At the third week mark of the campaign it is still a toss-up as to who will win it.  Certainly, the Conservatives have the advantage in the public polls but their campaign is still being beset by scandal and controversy while the campaign of their chief opponent is being run smoothly.  The campaign is still the Conservatives' to lose but they are alot closer to doing so now at the beginning of the real election campaign than they were three weeks ago.

Tuesday, April 12, 2011

No knockout

As much as we would all like to see Mr. Ignatieff reducing Mr. Harper to a pile of goo during these debates it is not going to happen.  Neither will it happen in reverse.  There will be no knockout blow during either debate.  There are two reasons.  One, each of the participants will be too well briefed and prepared.  Two, the debate format is not conducive to knockout blows.

So, with this in mind the mindset of Mr. Ignatieff going is should be to focus on what he can control, namely delivering his message with passion and resolve.  Being a former TV journalist he should have no problems in front of the cameras.  If he just falls back on that experience he should be fine.

Friday, April 08, 2011

Week Two in the Books: Liberals with momentum and Conservatives in trouble

So week number two is pretty well over and if we are to assess the results from it we can say that the Liberals seem to have a little bit of momentum heading into debate week and the Conservatives have some real troubles in the present and probable future.

The sense of momentum for the Liberals can be felt in the polls with most of them seeming to indicate that the Liberals and Mr. Ignatieff have made up alot of ground on the Conservatives in week two.  As well, they seem to be taking support from the NDP, which is a necessary step in gaining power.  Reducing vote splitting and convincing soft Conservative supporters to switch sides has always been the key to victory for the Liberals.

However, the real momentum can be seen in the campaign itself.  Mr. Ignatieff is playing to packed houses.  As I stated in a previous post in most cases these people are Liberal partisans.  So, if Mr.
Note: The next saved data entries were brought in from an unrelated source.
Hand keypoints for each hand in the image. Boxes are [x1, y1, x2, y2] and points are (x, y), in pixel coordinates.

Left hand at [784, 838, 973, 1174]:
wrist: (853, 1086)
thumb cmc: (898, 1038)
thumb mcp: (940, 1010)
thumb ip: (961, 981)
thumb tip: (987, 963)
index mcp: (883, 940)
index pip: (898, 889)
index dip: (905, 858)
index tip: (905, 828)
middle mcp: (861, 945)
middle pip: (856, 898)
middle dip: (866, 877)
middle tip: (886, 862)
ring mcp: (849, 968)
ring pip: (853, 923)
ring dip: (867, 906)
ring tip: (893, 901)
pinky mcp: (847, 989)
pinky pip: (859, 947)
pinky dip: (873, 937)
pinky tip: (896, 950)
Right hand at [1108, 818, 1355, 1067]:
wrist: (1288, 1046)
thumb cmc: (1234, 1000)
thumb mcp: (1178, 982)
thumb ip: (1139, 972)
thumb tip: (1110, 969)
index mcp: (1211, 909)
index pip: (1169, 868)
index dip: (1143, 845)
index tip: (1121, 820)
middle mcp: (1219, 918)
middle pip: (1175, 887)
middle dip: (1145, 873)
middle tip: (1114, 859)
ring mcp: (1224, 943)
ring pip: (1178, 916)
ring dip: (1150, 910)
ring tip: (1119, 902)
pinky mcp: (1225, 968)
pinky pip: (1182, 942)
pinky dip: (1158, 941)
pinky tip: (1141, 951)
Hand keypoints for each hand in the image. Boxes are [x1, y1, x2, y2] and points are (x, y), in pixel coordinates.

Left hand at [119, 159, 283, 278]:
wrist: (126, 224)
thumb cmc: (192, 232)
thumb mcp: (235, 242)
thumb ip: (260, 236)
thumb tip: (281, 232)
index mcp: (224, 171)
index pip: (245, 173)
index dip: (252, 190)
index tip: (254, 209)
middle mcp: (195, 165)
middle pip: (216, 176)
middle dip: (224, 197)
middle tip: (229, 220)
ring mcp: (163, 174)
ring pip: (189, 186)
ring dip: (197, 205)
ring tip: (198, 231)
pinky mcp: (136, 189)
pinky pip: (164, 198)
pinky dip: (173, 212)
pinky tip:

Ignatieff can attract 1200 Liberal partisans in Hamilton that probably means that the candidates in Hamilton and surrounding areas are attracting alot of volunteers.  That bodes well for the GOTV effort on election day.  As well, all reports seem to indicate that fundraising is going very well which would seem to indicate that Liberals are engaged in this election.  Remember folks that the Conservatives lost votes during the 2008 election but still won because almost 1 million Liberals decided to sit out that election.  If they decide to come back things will be very good for the Liberals.

The Conservatives are having real difficulties.  Week two of their campaign was just a brutal, if not more so, than week one.  They stomped on their own message with three days of reports of their tactics for keeping undesirable young people out of their rallies, the illegal use of the RCMP in doing so and the ongoing Carson saga.  It is starting to rattle Stephen Harper.  That is the only reason why he would release the Conservative platform in the setting he did today.  The bubble boy campaign claims are beginning to hit home and he desperately wants to appear to be reversing it without actually doing so of course.  Then there is the content of the platform.  Only a party that is feeling the heat would stomp on their own budget 17 days after tabling it in the House.

The Carson Affair is the real danger for the Conservatives.  I know that Conservative supporters and their apologists in the media have been trying to downplay the whole thing and they have had some success so far.  However, this affair just does not seem to end and with every new revelation more Canadians are wondering just what is going on there.    

Further the elements of the affair can be very easily stitched together into a nasty narrative for the Conservatives.

"Stephen Harper appointed, as one of his senior advisors, a man who was convicted of a felony five times and who seems to have had links with a money launderer, a man who is now under RCMP investigation for allegations that he illegally lobbied the government for government contracts that could have kicked back 10s of millions of dollars to him and his fiancee, who happens to be a former high prices prostitute."

Do you think such a narrative could be nicely explained in a 30 second spot?  One that is run, alot, from the end of the debates to the end of the election.  As the Adscam ads the Conservatives used during the 2006 election demonstrate, they do not need to be totally true.  They just need to tell a plausible story. 

Mr. Carson could very well bring down the Conservative Party on May 2.

The Liberals are exactly where they want to be going into debate week.  They have the momentum and they are facing a chief opponent that is showing signs that they may not be able to turn things around before election day.

Wednesday, April 06, 2011

The genius of Stephen Harper

I now believe I know Stephen Harper's plan for winning this election.  It is to run a campaign filled with so many gaffes, mistakes and errors that the war rooms of the other parties will not be able to keep up.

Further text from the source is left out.